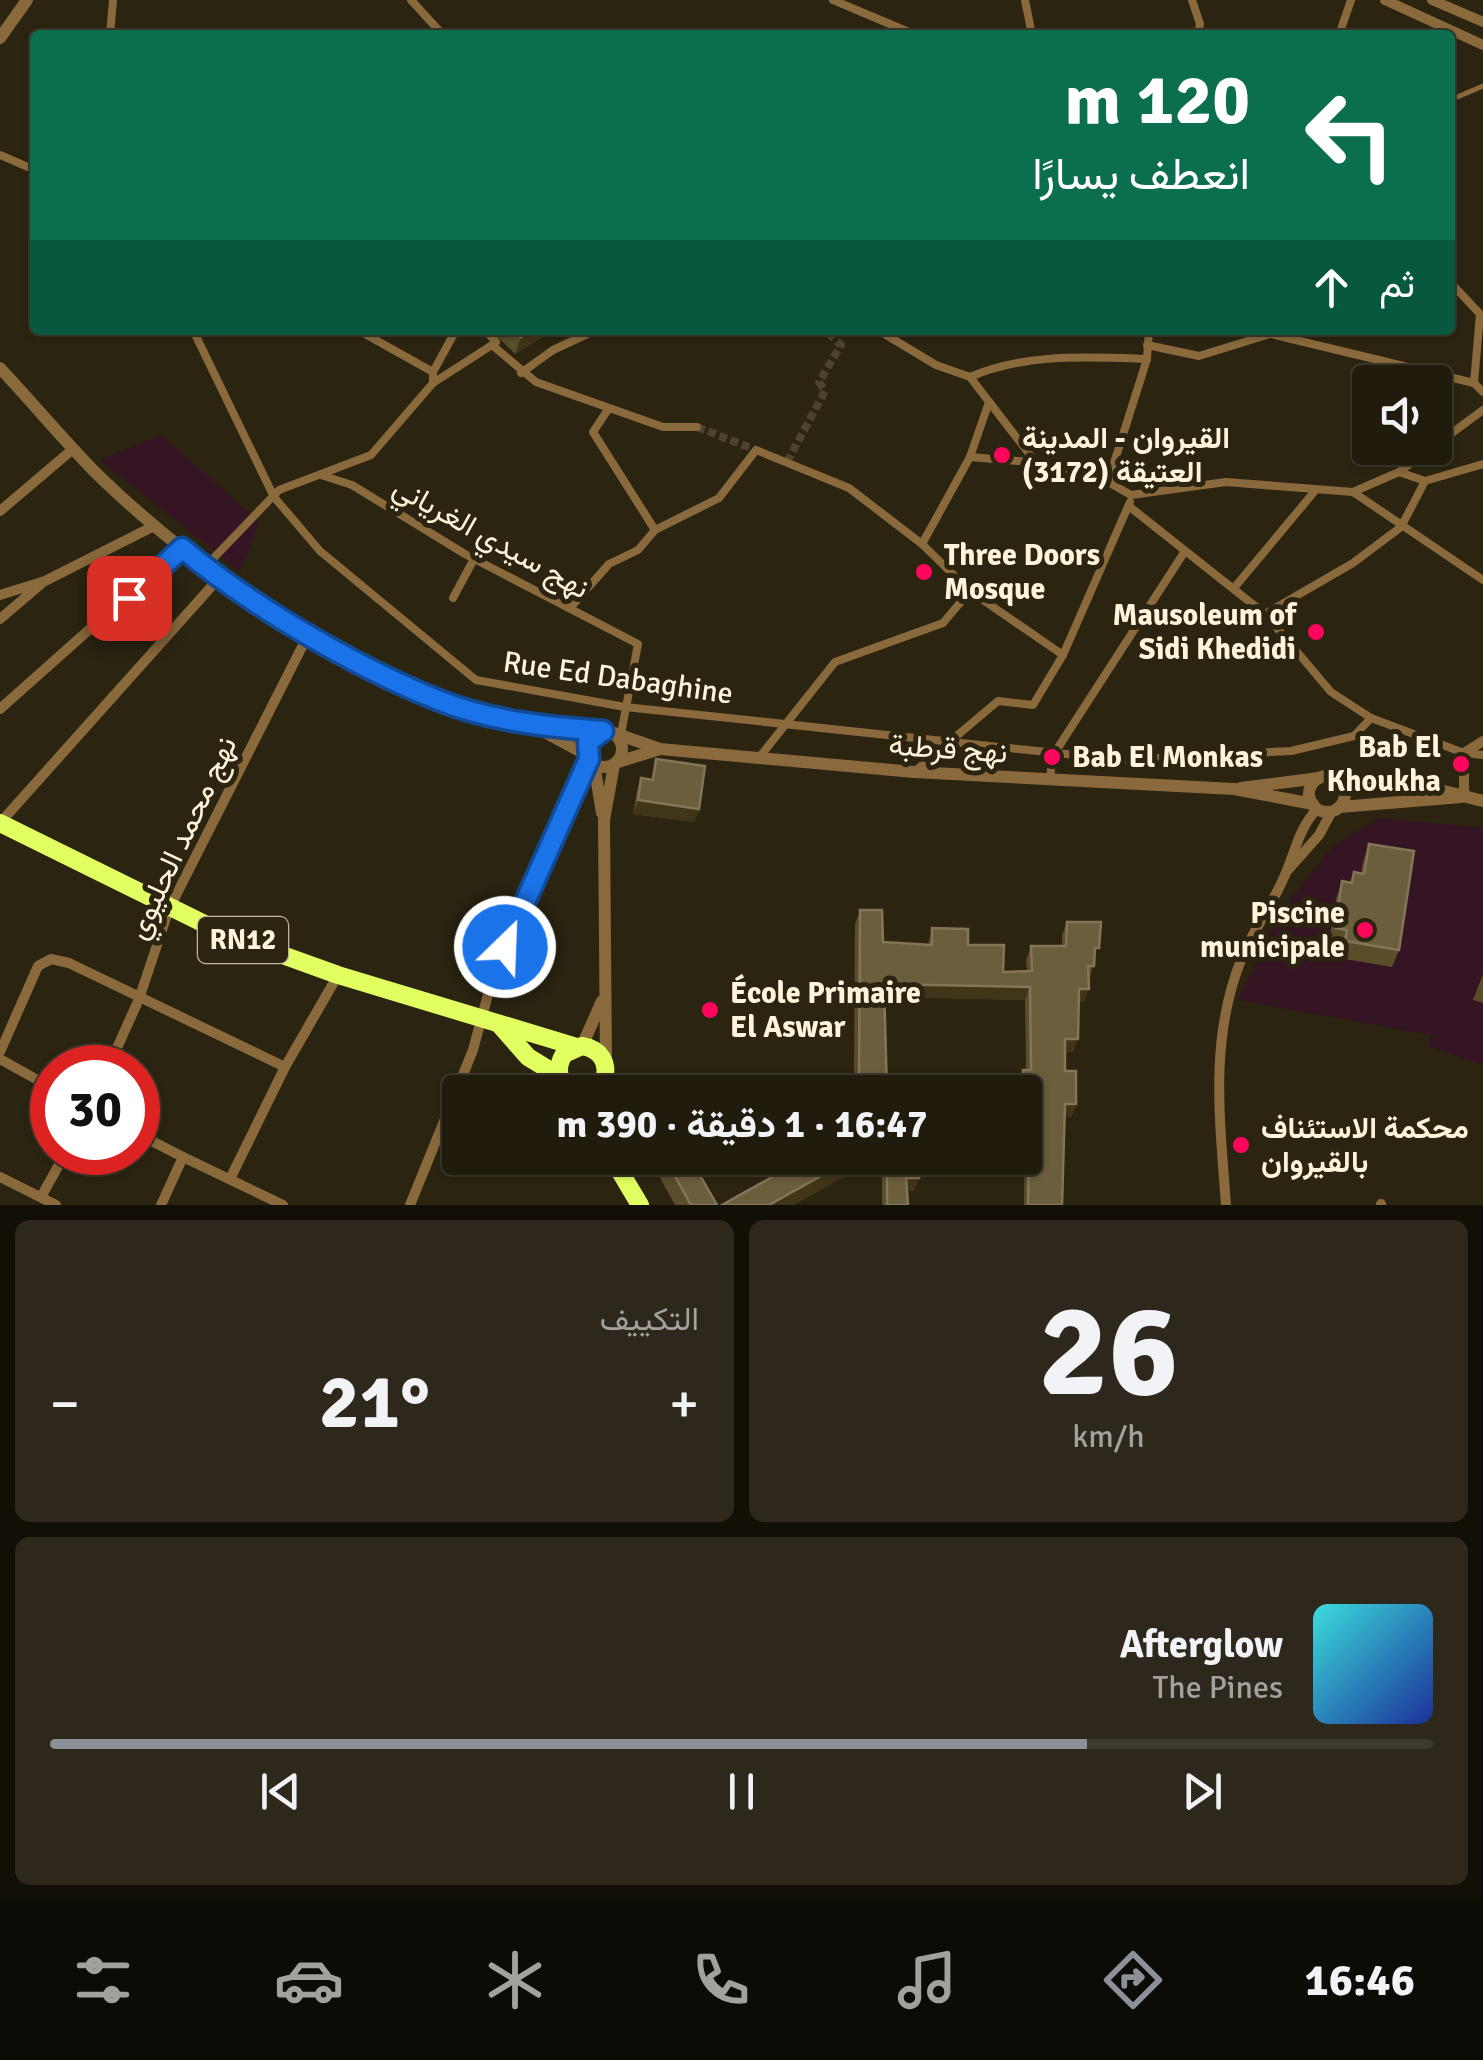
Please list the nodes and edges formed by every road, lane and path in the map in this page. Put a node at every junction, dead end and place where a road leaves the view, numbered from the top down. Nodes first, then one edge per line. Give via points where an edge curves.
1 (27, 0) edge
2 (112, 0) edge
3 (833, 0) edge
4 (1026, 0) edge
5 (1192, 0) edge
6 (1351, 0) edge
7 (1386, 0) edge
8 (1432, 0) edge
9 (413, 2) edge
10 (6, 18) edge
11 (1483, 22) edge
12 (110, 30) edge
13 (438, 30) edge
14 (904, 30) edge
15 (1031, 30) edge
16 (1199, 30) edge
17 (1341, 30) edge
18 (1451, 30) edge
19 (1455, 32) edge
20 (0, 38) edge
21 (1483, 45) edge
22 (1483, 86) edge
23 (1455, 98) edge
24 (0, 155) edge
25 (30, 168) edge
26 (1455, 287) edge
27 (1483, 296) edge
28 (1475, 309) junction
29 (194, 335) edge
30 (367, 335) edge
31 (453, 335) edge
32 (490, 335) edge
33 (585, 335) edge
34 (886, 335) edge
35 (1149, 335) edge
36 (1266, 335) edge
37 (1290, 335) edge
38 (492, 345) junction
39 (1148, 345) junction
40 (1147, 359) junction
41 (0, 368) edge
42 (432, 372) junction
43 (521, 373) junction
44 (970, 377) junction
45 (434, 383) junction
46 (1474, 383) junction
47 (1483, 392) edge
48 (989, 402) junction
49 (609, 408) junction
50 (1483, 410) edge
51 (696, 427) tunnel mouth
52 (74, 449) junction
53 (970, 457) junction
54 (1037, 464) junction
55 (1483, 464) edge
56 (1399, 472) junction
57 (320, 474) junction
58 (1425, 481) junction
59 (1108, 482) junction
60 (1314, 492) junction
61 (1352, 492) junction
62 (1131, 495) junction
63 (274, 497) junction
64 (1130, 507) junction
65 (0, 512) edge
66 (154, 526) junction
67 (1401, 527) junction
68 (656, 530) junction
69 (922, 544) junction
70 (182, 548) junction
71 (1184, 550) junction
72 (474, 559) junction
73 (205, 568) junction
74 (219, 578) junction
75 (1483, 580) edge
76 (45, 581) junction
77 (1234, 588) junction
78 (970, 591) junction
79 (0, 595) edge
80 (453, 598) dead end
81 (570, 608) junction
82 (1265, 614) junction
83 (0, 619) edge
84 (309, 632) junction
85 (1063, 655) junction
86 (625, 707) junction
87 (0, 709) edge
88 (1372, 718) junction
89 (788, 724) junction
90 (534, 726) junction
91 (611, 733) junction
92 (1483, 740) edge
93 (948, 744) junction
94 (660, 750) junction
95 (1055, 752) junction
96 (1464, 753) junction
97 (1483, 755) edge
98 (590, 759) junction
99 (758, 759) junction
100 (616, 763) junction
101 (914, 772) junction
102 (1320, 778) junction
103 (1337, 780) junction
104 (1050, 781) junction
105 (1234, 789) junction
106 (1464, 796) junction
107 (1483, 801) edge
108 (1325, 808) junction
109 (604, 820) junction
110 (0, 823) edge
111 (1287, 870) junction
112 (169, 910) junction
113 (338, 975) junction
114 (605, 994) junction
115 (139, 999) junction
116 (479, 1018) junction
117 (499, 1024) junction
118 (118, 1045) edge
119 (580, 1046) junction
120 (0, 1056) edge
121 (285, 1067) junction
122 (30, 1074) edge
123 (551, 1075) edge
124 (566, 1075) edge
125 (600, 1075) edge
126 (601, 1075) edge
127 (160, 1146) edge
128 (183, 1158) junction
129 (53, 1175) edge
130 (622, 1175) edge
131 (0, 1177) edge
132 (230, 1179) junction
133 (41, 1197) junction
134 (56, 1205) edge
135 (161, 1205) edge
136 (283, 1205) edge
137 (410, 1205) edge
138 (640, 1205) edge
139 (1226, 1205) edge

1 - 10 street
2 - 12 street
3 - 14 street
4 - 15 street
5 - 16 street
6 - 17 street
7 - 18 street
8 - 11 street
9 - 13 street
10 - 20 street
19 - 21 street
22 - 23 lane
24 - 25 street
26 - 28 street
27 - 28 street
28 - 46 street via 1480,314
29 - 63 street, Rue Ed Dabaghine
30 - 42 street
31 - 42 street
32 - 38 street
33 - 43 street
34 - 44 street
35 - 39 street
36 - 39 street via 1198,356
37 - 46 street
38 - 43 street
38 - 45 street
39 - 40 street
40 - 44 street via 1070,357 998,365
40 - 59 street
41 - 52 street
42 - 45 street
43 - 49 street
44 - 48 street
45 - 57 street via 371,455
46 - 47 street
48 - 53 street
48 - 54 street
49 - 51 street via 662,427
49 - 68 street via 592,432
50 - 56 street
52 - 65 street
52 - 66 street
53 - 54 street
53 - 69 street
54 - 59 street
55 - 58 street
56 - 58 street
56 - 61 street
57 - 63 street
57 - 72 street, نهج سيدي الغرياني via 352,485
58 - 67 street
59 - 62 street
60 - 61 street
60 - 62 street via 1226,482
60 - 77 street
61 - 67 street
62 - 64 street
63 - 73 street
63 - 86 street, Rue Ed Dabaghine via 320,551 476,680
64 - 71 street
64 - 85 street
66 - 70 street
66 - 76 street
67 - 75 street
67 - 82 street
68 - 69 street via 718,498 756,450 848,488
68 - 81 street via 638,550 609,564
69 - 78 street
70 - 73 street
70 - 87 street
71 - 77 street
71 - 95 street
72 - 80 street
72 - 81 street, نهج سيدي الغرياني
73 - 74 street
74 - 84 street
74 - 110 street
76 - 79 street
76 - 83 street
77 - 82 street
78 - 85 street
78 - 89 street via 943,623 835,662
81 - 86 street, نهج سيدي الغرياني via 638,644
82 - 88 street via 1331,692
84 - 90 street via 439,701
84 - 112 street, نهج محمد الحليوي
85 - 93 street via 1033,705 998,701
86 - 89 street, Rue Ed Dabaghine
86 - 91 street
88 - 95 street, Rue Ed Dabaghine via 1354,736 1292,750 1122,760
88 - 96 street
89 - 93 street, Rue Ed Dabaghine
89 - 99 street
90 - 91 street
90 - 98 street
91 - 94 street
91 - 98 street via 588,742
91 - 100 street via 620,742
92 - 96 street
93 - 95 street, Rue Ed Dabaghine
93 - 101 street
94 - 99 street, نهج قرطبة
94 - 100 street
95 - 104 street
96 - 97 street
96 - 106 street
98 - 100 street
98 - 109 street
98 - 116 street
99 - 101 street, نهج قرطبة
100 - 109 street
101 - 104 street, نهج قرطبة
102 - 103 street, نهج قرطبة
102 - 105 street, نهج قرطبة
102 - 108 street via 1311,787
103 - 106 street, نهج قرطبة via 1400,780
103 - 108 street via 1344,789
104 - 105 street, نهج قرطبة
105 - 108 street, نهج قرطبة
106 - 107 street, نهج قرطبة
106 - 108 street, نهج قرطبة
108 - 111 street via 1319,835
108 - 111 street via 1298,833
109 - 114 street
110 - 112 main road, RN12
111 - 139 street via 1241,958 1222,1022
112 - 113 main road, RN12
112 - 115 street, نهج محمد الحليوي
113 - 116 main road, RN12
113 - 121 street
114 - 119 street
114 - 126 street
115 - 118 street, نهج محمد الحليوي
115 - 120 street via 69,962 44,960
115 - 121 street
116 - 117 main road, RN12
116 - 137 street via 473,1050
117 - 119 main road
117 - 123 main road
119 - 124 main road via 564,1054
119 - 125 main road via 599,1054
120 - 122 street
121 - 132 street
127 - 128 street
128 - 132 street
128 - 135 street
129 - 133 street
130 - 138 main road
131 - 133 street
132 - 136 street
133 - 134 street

- **What to produce**:
Copy out nothing but text: transcribe the listing exactly and skip each picture.

- **Answer section**:
Please list the nodes and edges formed by every road, lane and path in the map in this page. Put a node at every junction, dead end and place where a road leaves the view, numbered from the top down. Nodes first, then one edge per line. Give via points where an edge curves.
1 (27, 0) edge
2 (112, 0) edge
3 (833, 0) edge
4 (1026, 0) edge
5 (1192, 0) edge
6 (1351, 0) edge
7 (1386, 0) edge
8 (1432, 0) edge
9 (413, 2) edge
10 (6, 18) edge
11 (1483, 22) edge
12 (110, 30) edge
13 (438, 30) edge
14 (904, 30) edge
15 (1031, 30) edge
16 (1199, 30) edge
17 (1341, 30) edge
18 (1451, 30) edge
19 (1455, 32) edge
20 (0, 38) edge
21 (1483, 45) edge
22 (1483, 86) edge
23 (1455, 98) edge
24 (0, 155) edge
25 (30, 168) edge
26 (1455, 287) edge
27 (1483, 296) edge
28 (1475, 309) junction
29 (194, 335) edge
30 (367, 335) edge
31 (453, 335) edge
32 (490, 335) edge
33 (585, 335) edge
34 (886, 335) edge
35 (1149, 335) edge
36 (1266, 335) edge
37 (1290, 335) edge
38 (492, 345) junction
39 (1148, 345) junction
40 (1147, 359) junction
41 (0, 368) edge
42 (432, 372) junction
43 (521, 373) junction
44 (970, 377) junction
45 (434, 383) junction
46 (1474, 383) junction
47 (1483, 392) edge
48 (989, 402) junction
49 (609, 408) junction
50 (1483, 410) edge
51 (696, 427) tunnel mouth
52 (74, 449) junction
53 (970, 457) junction
54 (1037, 464) junction
55 (1483, 464) edge
56 (1399, 472) junction
57 (320, 474) junction
58 (1425, 481) junction
59 (1108, 482) junction
60 (1314, 492) junction
61 (1352, 492) junction
62 (1131, 495) junction
63 (274, 497) junction
64 (1130, 507) junction
65 (0, 512) edge
66 (154, 526) junction
67 (1401, 527) junction
68 (656, 530) junction
69 (922, 544) junction
70 (182, 548) junction
71 (1184, 550) junction
72 (474, 559) junction
73 (205, 568) junction
74 (219, 578) junction
75 (1483, 580) edge
76 (45, 581) junction
77 (1234, 588) junction
78 (970, 591) junction
79 (0, 595) edge
80 (453, 598) dead end
81 (570, 608) junction
82 (1265, 614) junction
83 (0, 619) edge
84 (309, 632) junction
85 (1063, 655) junction
86 (625, 707) junction
87 (0, 709) edge
88 (1372, 718) junction
89 (788, 724) junction
90 (534, 726) junction
91 (611, 733) junction
92 (1483, 740) edge
93 (948, 744) junction
94 (660, 750) junction
95 (1055, 752) junction
96 (1464, 753) junction
97 (1483, 755) edge
98 (590, 759) junction
99 (758, 759) junction
100 (616, 763) junction
101 (914, 772) junction
102 (1320, 778) junction
103 (1337, 780) junction
104 (1050, 781) junction
105 (1234, 789) junction
106 (1464, 796) junction
107 (1483, 801) edge
108 (1325, 808) junction
109 (604, 820) junction
110 (0, 823) edge
111 (1287, 870) junction
112 (169, 910) junction
113 (338, 975) junction
114 (605, 994) junction
115 (139, 999) junction
116 (479, 1018) junction
117 (499, 1024) junction
118 (118, 1045) edge
119 (580, 1046) junction
120 (0, 1056) edge
121 (285, 1067) junction
122 (30, 1074) edge
123 (551, 1075) edge
124 (566, 1075) edge
125 (600, 1075) edge
126 (601, 1075) edge
127 (160, 1146) edge
128 (183, 1158) junction
129 (53, 1175) edge
130 (622, 1175) edge
131 (0, 1177) edge
132 (230, 1179) junction
133 (41, 1197) junction
134 (56, 1205) edge
135 (161, 1205) edge
136 (283, 1205) edge
137 (410, 1205) edge
138 (640, 1205) edge
139 (1226, 1205) edge

1 - 10 street
2 - 12 street
3 - 14 street
4 - 15 street
5 - 16 street
6 - 17 street
7 - 18 street
8 - 11 street
9 - 13 street
10 - 20 street
19 - 21 street
22 - 23 lane
24 - 25 street
26 - 28 street
27 - 28 street
28 - 46 street via 1480,314
29 - 63 street, Rue Ed Dabaghine
30 - 42 street
31 - 42 street
32 - 38 street
33 - 43 street
34 - 44 street
35 - 39 street
36 - 39 street via 1198,356
37 - 46 street
38 - 43 street
38 - 45 street
39 - 40 street
40 - 44 street via 1070,357 998,365
40 - 59 street
41 - 52 street
42 - 45 street
43 - 49 street
44 - 48 street
45 - 57 street via 371,455
46 - 47 street
48 - 53 street
48 - 54 street
49 - 51 street via 662,427
49 - 68 street via 592,432
50 - 56 street
52 - 65 street
52 - 66 street
53 - 54 street
53 - 69 street
54 - 59 street
55 - 58 street
56 - 58 street
56 - 61 street
57 - 63 street
57 - 72 street, نهج سيدي الغرياني via 352,485
58 - 67 street
59 - 62 street
60 - 61 street
60 - 62 street via 1226,482
60 - 77 street
61 - 67 street
62 - 64 street
63 - 73 street
63 - 86 street, Rue Ed Dabaghine via 320,551 476,680
64 - 71 street
64 - 85 street
66 - 70 street
66 - 76 street
67 - 75 street
67 - 82 street
68 - 69 street via 718,498 756,450 848,488
68 - 81 street via 638,550 609,564
69 - 78 street
70 - 73 street
70 - 87 street
71 - 77 street
71 - 95 street
72 - 80 street
72 - 81 street, نهج سيدي الغرياني
73 - 74 street
74 - 84 street
74 - 110 street
76 - 79 street
76 - 83 street
77 - 82 street
78 - 85 street
78 - 89 street via 943,623 835,662
81 - 86 street, نهج سيدي الغرياني via 638,644
82 - 88 street via 1331,692
84 - 90 street via 439,701
84 - 112 street, نهج محمد الحليوي
85 - 93 street via 1033,705 998,701
86 - 89 street, Rue Ed Dabaghine
86 - 91 street
88 - 95 street, Rue Ed Dabaghine via 1354,736 1292,750 1122,760
88 - 96 street
89 - 93 street, Rue Ed Dabaghine
89 - 99 street
90 - 91 street
90 - 98 street
91 - 94 street
91 - 98 street via 588,742
91 - 100 street via 620,742
92 - 96 street
93 - 95 street, Rue Ed Dabaghine
93 - 101 street
94 - 99 street, نهج قرطبة
94 - 100 street
95 - 104 street
96 - 97 street
96 - 106 street
98 - 100 street
98 - 109 street
98 - 116 street
99 - 101 street, نهج قرطبة
100 - 109 street
101 - 104 street, نهج قرطبة
102 - 103 street, نهج قرطبة
102 - 105 street, نهج قرطبة
102 - 108 street via 1311,787
103 - 106 street, نهج قرطبة via 1400,780
103 - 108 street via 1344,789
104 - 105 street, نهج قرطبة
105 - 108 street, نهج قرطبة
106 - 107 street, نهج قرطبة
106 - 108 street, نهج قرطبة
108 - 111 street via 1319,835
108 - 111 street via 1298,833
109 - 114 street
110 - 112 main road, RN12
111 - 139 street via 1241,958 1222,1022
112 - 113 main road, RN12
112 - 115 street, نهج محمد الحليوي
113 - 116 main road, RN12
113 - 121 street
114 - 119 street
114 - 126 street
115 - 118 street, نهج محمد الحليوي
115 - 120 street via 69,962 44,960
115 - 121 street
116 - 117 main road, RN12
116 - 137 street via 473,1050
117 - 119 main road
117 - 123 main road
119 - 124 main road via 564,1054
119 - 125 main road via 599,1054
120 - 122 street
121 - 132 street
127 - 128 street
128 - 132 street
128 - 135 street
129 - 133 street
130 - 138 main road
131 - 133 street
132 - 136 street
133 - 134 street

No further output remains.